• _EXTRACTED RECORDS_
****************
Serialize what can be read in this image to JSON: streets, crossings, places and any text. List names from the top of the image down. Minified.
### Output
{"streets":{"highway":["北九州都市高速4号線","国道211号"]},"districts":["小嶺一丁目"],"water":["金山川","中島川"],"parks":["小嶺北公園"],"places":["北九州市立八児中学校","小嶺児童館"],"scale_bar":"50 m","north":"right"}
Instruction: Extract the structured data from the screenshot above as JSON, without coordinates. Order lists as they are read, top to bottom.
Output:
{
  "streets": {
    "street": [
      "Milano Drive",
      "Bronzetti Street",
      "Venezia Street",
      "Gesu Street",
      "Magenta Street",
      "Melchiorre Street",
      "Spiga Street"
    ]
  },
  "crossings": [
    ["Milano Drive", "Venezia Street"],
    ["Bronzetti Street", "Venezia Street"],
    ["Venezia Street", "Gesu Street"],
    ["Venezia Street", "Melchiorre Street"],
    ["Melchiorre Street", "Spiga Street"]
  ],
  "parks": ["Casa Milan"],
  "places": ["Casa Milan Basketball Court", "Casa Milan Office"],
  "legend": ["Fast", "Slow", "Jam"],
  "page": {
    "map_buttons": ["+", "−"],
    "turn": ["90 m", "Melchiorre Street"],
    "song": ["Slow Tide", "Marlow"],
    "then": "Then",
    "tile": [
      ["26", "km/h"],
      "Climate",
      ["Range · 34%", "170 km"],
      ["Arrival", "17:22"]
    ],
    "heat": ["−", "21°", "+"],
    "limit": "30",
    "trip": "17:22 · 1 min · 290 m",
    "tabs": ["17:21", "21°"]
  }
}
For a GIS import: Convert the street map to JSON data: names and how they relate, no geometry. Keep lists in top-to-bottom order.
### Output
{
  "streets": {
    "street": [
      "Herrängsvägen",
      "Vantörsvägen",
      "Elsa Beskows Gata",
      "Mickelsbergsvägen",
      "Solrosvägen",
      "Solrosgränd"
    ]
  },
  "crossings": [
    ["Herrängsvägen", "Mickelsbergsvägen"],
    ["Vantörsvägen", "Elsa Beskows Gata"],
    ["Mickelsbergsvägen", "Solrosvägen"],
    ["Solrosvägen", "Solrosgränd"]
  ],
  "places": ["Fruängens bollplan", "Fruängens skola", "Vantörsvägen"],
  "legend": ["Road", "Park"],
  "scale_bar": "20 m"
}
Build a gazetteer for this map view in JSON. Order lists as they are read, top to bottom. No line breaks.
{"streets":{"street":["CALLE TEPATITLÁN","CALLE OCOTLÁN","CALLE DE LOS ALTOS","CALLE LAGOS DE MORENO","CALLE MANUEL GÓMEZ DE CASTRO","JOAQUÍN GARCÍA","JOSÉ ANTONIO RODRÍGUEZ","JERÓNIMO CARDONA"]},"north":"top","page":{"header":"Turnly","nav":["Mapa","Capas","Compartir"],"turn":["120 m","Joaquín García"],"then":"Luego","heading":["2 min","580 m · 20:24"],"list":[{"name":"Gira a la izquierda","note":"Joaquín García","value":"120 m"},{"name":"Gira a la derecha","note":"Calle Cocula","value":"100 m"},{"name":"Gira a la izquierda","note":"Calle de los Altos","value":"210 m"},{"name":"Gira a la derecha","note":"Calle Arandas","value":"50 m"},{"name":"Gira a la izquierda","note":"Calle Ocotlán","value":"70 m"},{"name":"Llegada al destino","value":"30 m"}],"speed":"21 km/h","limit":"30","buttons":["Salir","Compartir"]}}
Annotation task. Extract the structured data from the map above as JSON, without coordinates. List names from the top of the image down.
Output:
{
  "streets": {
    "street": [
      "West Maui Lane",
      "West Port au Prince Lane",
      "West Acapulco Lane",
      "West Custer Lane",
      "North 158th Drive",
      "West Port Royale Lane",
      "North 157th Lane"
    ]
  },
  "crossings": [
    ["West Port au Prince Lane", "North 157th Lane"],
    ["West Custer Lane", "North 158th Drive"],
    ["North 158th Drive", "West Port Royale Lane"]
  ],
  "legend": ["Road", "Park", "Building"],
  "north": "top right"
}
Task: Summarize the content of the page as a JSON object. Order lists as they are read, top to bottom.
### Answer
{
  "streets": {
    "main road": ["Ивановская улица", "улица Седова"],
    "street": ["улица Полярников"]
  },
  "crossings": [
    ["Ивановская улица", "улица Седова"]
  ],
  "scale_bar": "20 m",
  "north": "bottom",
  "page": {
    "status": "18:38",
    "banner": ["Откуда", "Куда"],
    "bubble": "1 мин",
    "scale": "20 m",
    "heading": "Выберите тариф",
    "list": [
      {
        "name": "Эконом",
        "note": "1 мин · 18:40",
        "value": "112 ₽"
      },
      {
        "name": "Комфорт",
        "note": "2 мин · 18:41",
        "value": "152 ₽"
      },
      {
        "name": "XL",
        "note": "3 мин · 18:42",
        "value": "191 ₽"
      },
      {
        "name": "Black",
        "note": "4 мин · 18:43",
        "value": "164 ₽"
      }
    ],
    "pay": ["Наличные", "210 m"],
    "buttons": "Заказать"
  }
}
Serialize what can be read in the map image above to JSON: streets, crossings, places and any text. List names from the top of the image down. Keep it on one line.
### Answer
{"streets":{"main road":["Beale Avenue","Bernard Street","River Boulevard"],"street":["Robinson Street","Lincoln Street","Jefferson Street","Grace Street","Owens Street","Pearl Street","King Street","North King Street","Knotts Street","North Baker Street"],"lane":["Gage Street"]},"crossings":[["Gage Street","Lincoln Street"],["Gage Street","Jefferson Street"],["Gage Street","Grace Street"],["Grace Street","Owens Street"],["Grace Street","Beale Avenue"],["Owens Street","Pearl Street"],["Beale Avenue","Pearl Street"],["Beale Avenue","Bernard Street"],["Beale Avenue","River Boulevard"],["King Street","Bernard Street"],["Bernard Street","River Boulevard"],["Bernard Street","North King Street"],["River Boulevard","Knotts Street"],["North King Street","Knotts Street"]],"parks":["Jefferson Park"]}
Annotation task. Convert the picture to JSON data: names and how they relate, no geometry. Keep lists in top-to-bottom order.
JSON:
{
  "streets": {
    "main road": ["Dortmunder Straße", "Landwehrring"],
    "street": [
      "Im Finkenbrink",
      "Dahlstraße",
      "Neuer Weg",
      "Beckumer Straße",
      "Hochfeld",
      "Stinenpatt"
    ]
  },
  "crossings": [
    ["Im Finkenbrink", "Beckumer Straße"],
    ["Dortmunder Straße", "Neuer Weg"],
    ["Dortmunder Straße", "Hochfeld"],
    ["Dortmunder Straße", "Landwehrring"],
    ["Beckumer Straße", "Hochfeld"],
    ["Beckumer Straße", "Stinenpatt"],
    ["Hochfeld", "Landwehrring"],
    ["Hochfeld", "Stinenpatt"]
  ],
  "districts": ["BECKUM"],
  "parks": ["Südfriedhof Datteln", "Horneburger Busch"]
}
****************
• _WHAT NEEDS TO BE DONE_
Transcribe all of the material exactly. Omit nothing.

• _TASK SOLUTION_
Serialize what can be read in this image to JSON: streets, crossings, places and any text. List names from the top of the image down. Minified.
### Output
{"streets":{"highway":["北九州都市高速4号線","国道211号"]},"districts":["小嶺一丁目"],"water":["金山川","中島川"],"parks":["小嶺北公園"],"places":["北九州市立八児中学校","小嶺児童館"],"scale_bar":"50 m","north":"right"}
Instruction: Extract the structured data from the screenshot above as JSON, without coordinates. Order lists as they are read, top to bottom.
Output:
{
  "streets": {
    "street": [
      "Milano Drive",
      "Bronzetti Street",
      "Venezia Street",
      "Gesu Street",
      "Magenta Street",
      "Melchiorre Street",
      "Spiga Street"
    ]
  },
  "crossings": [
    ["Milano Drive", "Venezia Street"],
    ["Bronzetti Street", "Venezia Street"],
    ["Venezia Street", "Gesu Street"],
    ["Venezia Street", "Melchiorre Street"],
    ["Melchiorre Street", "Spiga Street"]
  ],
  "parks": ["Casa Milan"],
  "places": ["Casa Milan Basketball Court", "Casa Milan Office"],
  "legend": ["Fast", "Slow", "Jam"],
  "page": {
    "map_buttons": ["+", "−"],
    "turn": ["90 m", "Melchiorre Street"],
    "song": ["Slow Tide", "Marlow"],
    "then": "Then",
    "tile": [
      ["26", "km/h"],
      "Climate",
      ["Range · 34%", "170 km"],
      ["Arrival", "17:22"]
    ],
    "heat": ["−", "21°", "+"],
    "limit": "30",
    "trip": "17:22 · 1 min · 290 m",
    "tabs": ["17:21", "21°"]
  }
}
For a GIS import: Convert the street map to JSON data: names and how they relate, no geometry. Keep lists in top-to-bottom order.
### Output
{
  "streets": {
    "street": [
      "Herrängsvägen",
      "Vantörsvägen",
      "Elsa Beskows Gata",
      "Mickelsbergsvägen",
      "Solrosvägen",
      "Solrosgränd"
    ]
  },
  "crossings": [
    ["Herrängsvägen", "Mickelsbergsvägen"],
    ["Vantörsvägen", "Elsa Beskows Gata"],
    ["Mickelsbergsvägen", "Solrosvägen"],
    ["Solrosvägen", "Solrosgränd"]
  ],
  "places": ["Fruängens bollplan", "Fruängens skola", "Vantörsvägen"],
  "legend": ["Road", "Park"],
  "scale_bar": "20 m"
}
Build a gazetteer for this map view in JSON. Order lists as they are read, top to bottom. No line breaks.
{"streets":{"street":["CALLE TEPATITLÁN","CALLE OCOTLÁN","CALLE DE LOS ALTOS","CALLE LAGOS DE MORENO","CALLE MANUEL GÓMEZ DE CASTRO","JOAQUÍN GARCÍA","JOSÉ ANTONIO RODRÍGUEZ","JERÓNIMO CARDONA"]},"north":"top","page":{"header":"Turnly","nav":["Mapa","Capas","Compartir"],"turn":["120 m","Joaquín García"],"then":"Luego","heading":["2 min","580 m · 20:24"],"list":[{"name":"Gira a la izquierda","note":"Joaquín García","value":"120 m"},{"name":"Gira a la derecha","note":"Calle Cocula","value":"100 m"},{"name":"Gira a la izquierda","note":"Calle de los Altos","value":"210 m"},{"name":"Gira a la derecha","note":"Calle Arandas","value":"50 m"},{"name":"Gira a la izquierda","note":"Calle Ocotlán","value":"70 m"},{"name":"Llegada al destino","value":"30 m"}],"speed":"21 km/h","limit":"30","buttons":["Salir","Compartir"]}}
Annotation task. Extract the structured data from the map above as JSON, without coordinates. List names from the top of the image down.
Output:
{
  "streets": {
    "street": [
      "West Maui Lane",
      "West Port au Prince Lane",
      "West Acapulco Lane",
      "West Custer Lane",
      "North 158th Drive",
      "West Port Royale Lane",
      "North 157th Lane"
    ]
  },
  "crossings": [
    ["West Port au Prince Lane", "North 157th Lane"],
    ["West Custer Lane", "North 158th Drive"],
    ["North 158th Drive", "West Port Royale Lane"]
  ],
  "legend": ["Road", "Park", "Building"],
  "north": "top right"
}
Task: Summarize the content of the page as a JSON object. Order lists as they are read, top to bottom.
### Answer
{
  "streets": {
    "main road": ["Ивановская улица", "улица Седова"],
    "street": ["улица Полярников"]
  },
  "crossings": [
    ["Ивановская улица", "улица Седова"]
  ],
  "scale_bar": "20 m",
  "north": "bottom",
  "page": {
    "status": "18:38",
    "banner": ["Откуда", "Куда"],
    "bubble": "1 мин",
    "scale": "20 m",
    "heading": "Выберите тариф",
    "list": [
      {
        "name": "Эконом",
        "note": "1 мин · 18:40",
        "value": "112 ₽"
      },
      {
        "name": "Комфорт",
        "note": "2 мин · 18:41",
        "value": "152 ₽"
      },
      {
        "name": "XL",
        "note": "3 мин · 18:42",
        "value": "191 ₽"
      },
      {
        "name": "Black",
        "note": "4 мин · 18:43",
        "value": "164 ₽"
      }
    ],
    "pay": ["Наличные", "210 m"],
    "buttons": "Заказать"
  }
}
Serialize what can be read in the map image above to JSON: streets, crossings, places and any text. List names from the top of the image down. Keep it on one line.
### Answer
{"streets":{"main road":["Beale Avenue","Bernard Street","River Boulevard"],"street":["Robinson Street","Lincoln Street","Jefferson Street","Grace Street","Owens Street","Pearl Street","King Street","North King Street","Knotts Street","North Baker Street"],"lane":["Gage Street"]},"crossings":[["Gage Street","Lincoln Street"],["Gage Street","Jefferson Street"],["Gage Street","Grace Street"],["Grace Street","Owens Street"],["Grace Street","Beale Avenue"],["Owens Street","Pearl Street"],["Beale Avenue","Pearl Street"],["Beale Avenue","Bernard Street"],["Beale Avenue","River Boulevard"],["King Street","Bernard Street"],["Bernard Street","River Boulevard"],["Bernard Street","North King Street"],["River Boulevard","Knotts Street"],["North King Street","Knotts Street"]],"parks":["Jefferson Park"]}
Annotation task. Convert the picture to JSON data: names and how they relate, no geometry. Keep lists in top-to-bottom order.
JSON:
{
  "streets": {
    "main road": ["Dortmunder Straße", "Landwehrring"],
    "street": [
      "Im Finkenbrink",
      "Dahlstraße",
      "Neuer Weg",
      "Beckumer Straße",
      "Hochfeld",
      "Stinenpatt"
    ]
  },
  "crossings": [
    ["Im Finkenbrink", "Beckumer Straße"],
    ["Dortmunder Straße", "Neuer Weg"],
    ["Dortmunder Straße", "Hochfeld"],
    ["Dortmunder Straße", "Landwehrring"],
    ["Beckumer Straße", "Hochfeld"],
    ["Beckumer Straße", "Stinenpatt"],
    ["Hochfeld", "Landwehrring"],
    ["Hochfeld", "Stinenpatt"]
  ],
  "districts": ["BECKUM"],
  "parks": ["Südfriedhof Datteln", "Horneburger Busch"]
}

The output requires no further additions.